General Introduction
Questions of judgment and of impact pervade all elements of activity.
How good is this idea? Should I continue along this line of investigation? Does this program have merit? Is this idea original and important? Did this person make the difference or was it their team? Is this portfolio property optimized? How do I design investment strategies that account for different time horizons? Did this data really improve our understanding? These are all questions that call for significant and ideally verifiable judgments.
At the same time, we are interested in the impact of these judgments: “did the project achieve its objectives?” “what was the measurable impact?” “did the ideas deliver on their promises?” and “did this program open up a new market or new opportunity?”
We are all trained to assess contributions within increasingly narrow and specialized domains while at the same time scientific, technological and economic advances cross and distort these boundaries. And frequently we are at a loss when it comes to judging these endeavors. Furthermore, the age of (big) data has brought about an over-reliance on quantitative and semi-quantitative metrics. These can engender an illusion of objectivity and are by everybody’s admission problematic even when useful. Making these twin challenges that much harder is the fundamental difference between judgment and impact over the short-term and the long term. In the short-term judgment is easier than impact – we use reputation, recommendation, and credentials – whereas in the long-term impact often overtakes judgment – where we use metrics, testimonials and achievements.
Judgement can be thought of in terms of three fundamental dimensions: (1) The weight or value of ideas, (2) The distillation and connection of ideas, and (3) the predictions generated by the ideas. By contrast impact has three complementary dimensions of: (1) the frequency of adoption by a market (e.g. profit or market share), (2) the emergence or generation of correlated and complementary ideas (products or markets that depend on the target product), and (3) the long-term innovations produced by the idea (secondary largely unanticipated technologies and markets). Each of these six dimensions can be addressed through several different complexity tools and frameworks.
Complexity, judgment, & impact
Over the last decade, several new approaches and insights from complexity science have been generated that bear directly on the fundamental dimensions of judgment and impact. These come from fields as diverse as network theory, the dynamics of infectious ideas, cultural evolution and phylogenetic inference, the theory of scaling, first-passage processes, collective computation, and even the visualization challenges of complex data sets.

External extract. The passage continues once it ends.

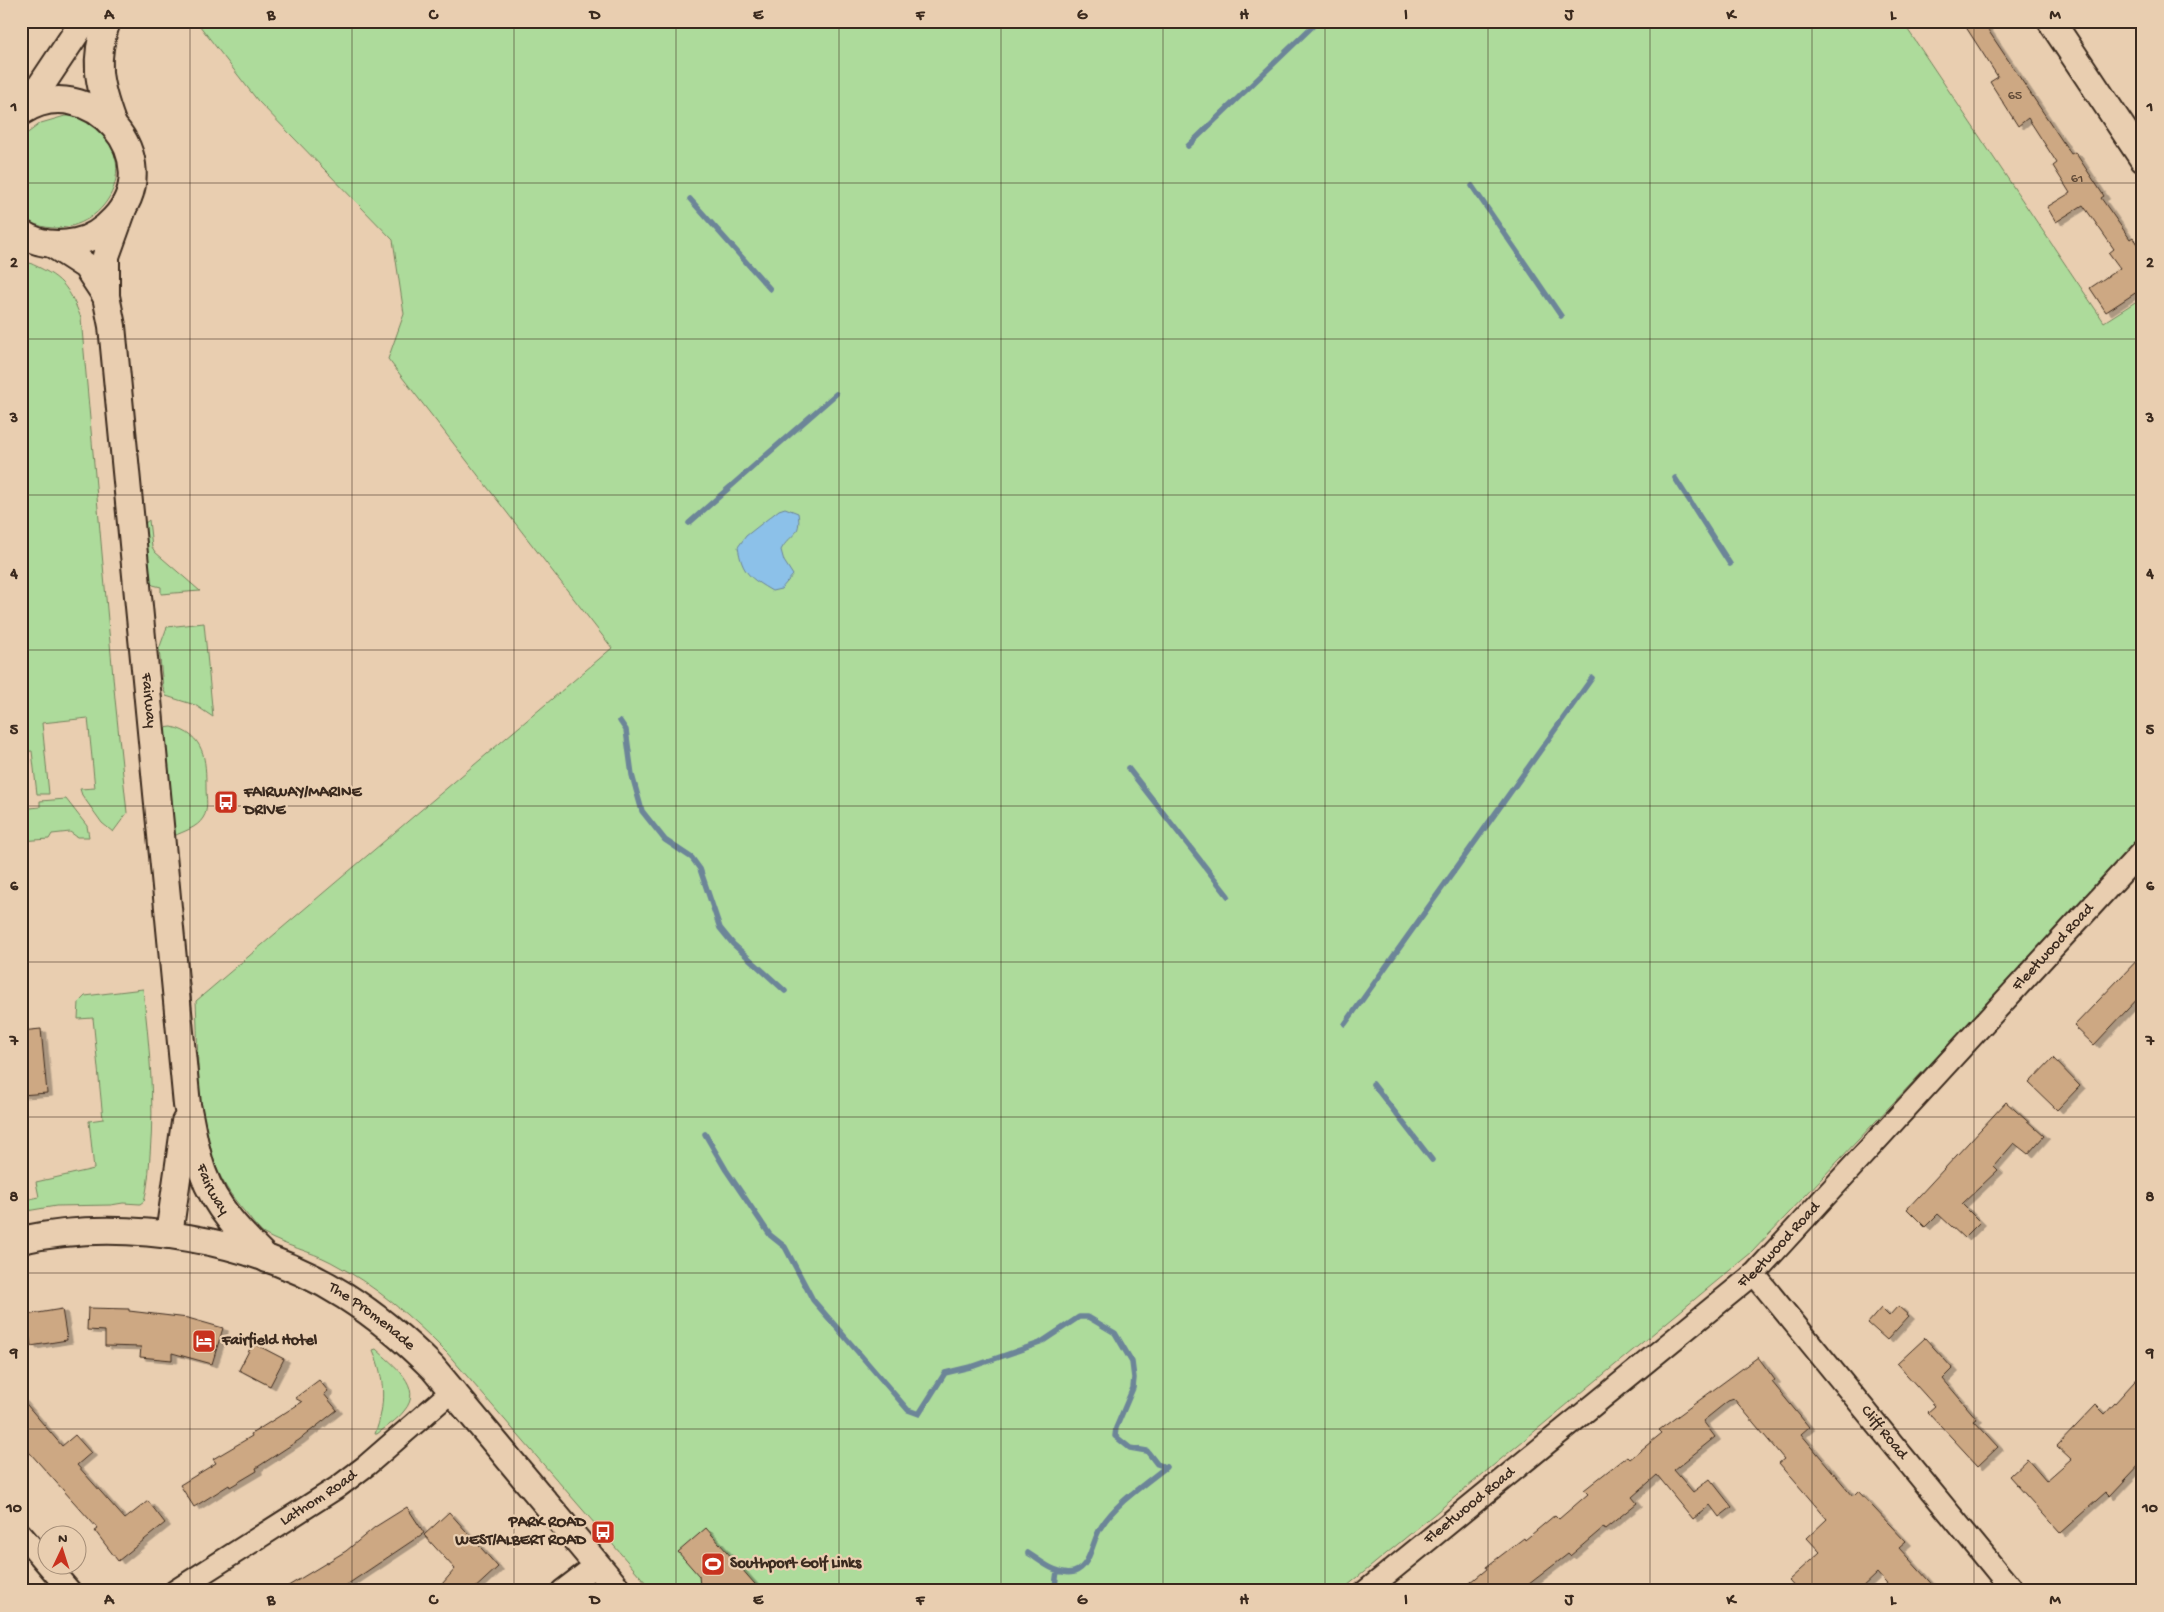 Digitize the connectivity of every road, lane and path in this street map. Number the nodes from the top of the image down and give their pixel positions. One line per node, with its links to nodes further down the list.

First mover effects through preferential attachment dynamics in networks (e.g. See Newman, 2009) Evolutionary graph theory and Moran processes in structured populations (e.g. See Nowak et. Al, 2005) Citation distributions as limiting distributions of simple stochastic processes (e.g. See Redner, 2004 ) Research strategies and knowledge clusters in large-scale scientific collaboration datasets (e.g. See Foster et. Al, 2013) Random walk evaluation of knowledge impacts (e.g. See Bergstrom, 2007) Phylogenetic analysis of cultural transmission (e.g. See Mace & Holden, 2005) The infection-like transmission of ideas through populations (e.g. See Mace & Holden 2005) Scaling of measures of productivity in system size (e.g. See West, 2017) The visualization of complex data sets as an aid to decision-making (e.g. See Borner, 2010) Merging the dynamics of social networks with the evolution of knowledge systems (e.g. Laubichler and Renn 2015, 2017) Each of these methods can be applied over the short and the long term with very different results. It will be an explicit objective of the meeting to weigh the advantages and disadvantages of each in relation to case studies and clearly stated problems.